JP2018168518A5 - - Google Patents

Description

However, when inorganic fine particles such as stannic oxide doped with antimony oxide are blended as in Patent Documents 1 and 2 in order to obtain sufficient heat retention, the specific gravity of the fiber increases, and the cold clothing and the like feel heavy. it easily becomes a certain clothing.
Further, the hollow fiber of polyethylene terephthalate as described in the examples of Patent Document 3 has a high specific gravity of 1.38 for polyethylene terephthalate, and the hollow ratio is increased in order to improve lightness, but the hollow ratio is high. However, since the hollow portion is cracked or crushed in a process such as false twisting or twisting, there is a limit to the provision of light weight.
Accordingly, the object is to obtain a dyeable heat-retaining heat-retaining fiber that has sufficient heat-retaining properties as a cold clothing and is lightweight.
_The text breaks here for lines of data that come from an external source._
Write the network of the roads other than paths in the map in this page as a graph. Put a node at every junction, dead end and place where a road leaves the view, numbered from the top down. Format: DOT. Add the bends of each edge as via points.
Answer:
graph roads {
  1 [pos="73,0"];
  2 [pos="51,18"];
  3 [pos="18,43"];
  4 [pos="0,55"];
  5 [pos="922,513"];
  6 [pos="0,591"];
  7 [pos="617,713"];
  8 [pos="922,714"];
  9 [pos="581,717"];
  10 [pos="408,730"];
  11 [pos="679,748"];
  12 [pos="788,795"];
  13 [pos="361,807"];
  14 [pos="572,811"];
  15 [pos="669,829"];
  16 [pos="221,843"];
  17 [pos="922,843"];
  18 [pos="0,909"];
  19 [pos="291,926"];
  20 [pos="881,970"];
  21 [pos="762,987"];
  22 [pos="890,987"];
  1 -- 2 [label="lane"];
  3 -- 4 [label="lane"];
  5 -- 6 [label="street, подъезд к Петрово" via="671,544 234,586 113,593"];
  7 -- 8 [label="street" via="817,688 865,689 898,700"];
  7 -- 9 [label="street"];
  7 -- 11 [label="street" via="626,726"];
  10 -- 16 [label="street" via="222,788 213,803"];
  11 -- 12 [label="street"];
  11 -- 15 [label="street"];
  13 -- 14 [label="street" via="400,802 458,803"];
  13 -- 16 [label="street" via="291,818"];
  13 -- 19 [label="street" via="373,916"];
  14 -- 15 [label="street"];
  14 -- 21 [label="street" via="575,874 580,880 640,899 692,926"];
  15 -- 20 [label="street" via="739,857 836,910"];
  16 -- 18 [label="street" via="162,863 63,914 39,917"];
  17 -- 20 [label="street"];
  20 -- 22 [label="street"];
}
Examples of the infrared absorber include antimony-doped tin oxide (ATO) and tin-doped indium oxide (ITO). In the case of ATO , it is preferable to contain 2 mass% or more and 15 mass% or less with respect to polypropylene resin. Can not content to obtain sufficient heat storage insulation is less than 2 mass%, 15 mass% of spinnability at the time is exceeded and the spinning to extremely deteriorate. Alternatively, even if possible spinning occurs yarn breakage in the stretching step, further, it has easily become shall not be able to satisfy quality after stretching. More preferably, it is 3 mass% or more and 12 mass% or less. Also in the case of ITO , it is preferable to contain in a polypropylene resin in the same ratio as ATO .

The particle size of the infrared absorber is preferably, for example, an average particle size of 10 μm or less. Average the particle diameter exceeds 10μm clogging of the spinning filter, yarn breakage or the like occurs easily Kunar. More preferably, they are 10 nm or more and 5 micrometers or less, More preferably, they are 10 nm or more and 3 micrometers or less.

[Example 1]
Polypropylene resin (“SA01A” manufactured by Nippon Polypro Co., Ltd., MFR 9 g / 10 min, melting point 164 ° C.) with 4 mass% of antimony-doped tin oxide (ATO) as an infrared absorber added to the island component, polyethylene terephthalate (melting point) 258 ° C) is used as a sea component, and the sea area: island area ratio is 40:60. As shown in FIG. 1, 19 island components are spun at 288 ° C. from a base disposed at the center of the fiber. It was taken out and drawn at a draw ratio of 2.7 times, and wound at a speed of 3000 m / min to obtain 67 dtex / 24 f of heat storage and heat retaining fiber. The minimum thickness of the sea part in the fiber cross section of the obtained heat-retaining and heat-retaining fiber was 1.2 μm, and no peeling at the interface between the sea part and the island part was observed, and the yarn production stability was good. Even after a dry heat treatment at 170 ° C. for 1 minute, there was no fusion and fusing, and the heat resistance was excellent. The dyeability was excellent in lightness with no whitening phenomenon and density of 1.115 g / cm ³ . Further, in the heat storage thermal insulation evaluated in comparison with a reference dough obtained by using the composite fibers prepared by the same method as in Example 1 except for using a polypropylene resin without added ATO to the island component, irradiated 10 The heat storage heat retention was excellent at + 5.5 ° C. after 1 minute and + 5.2 ° C. after 1 minute from extinction. The obtained results are shown in Table 1.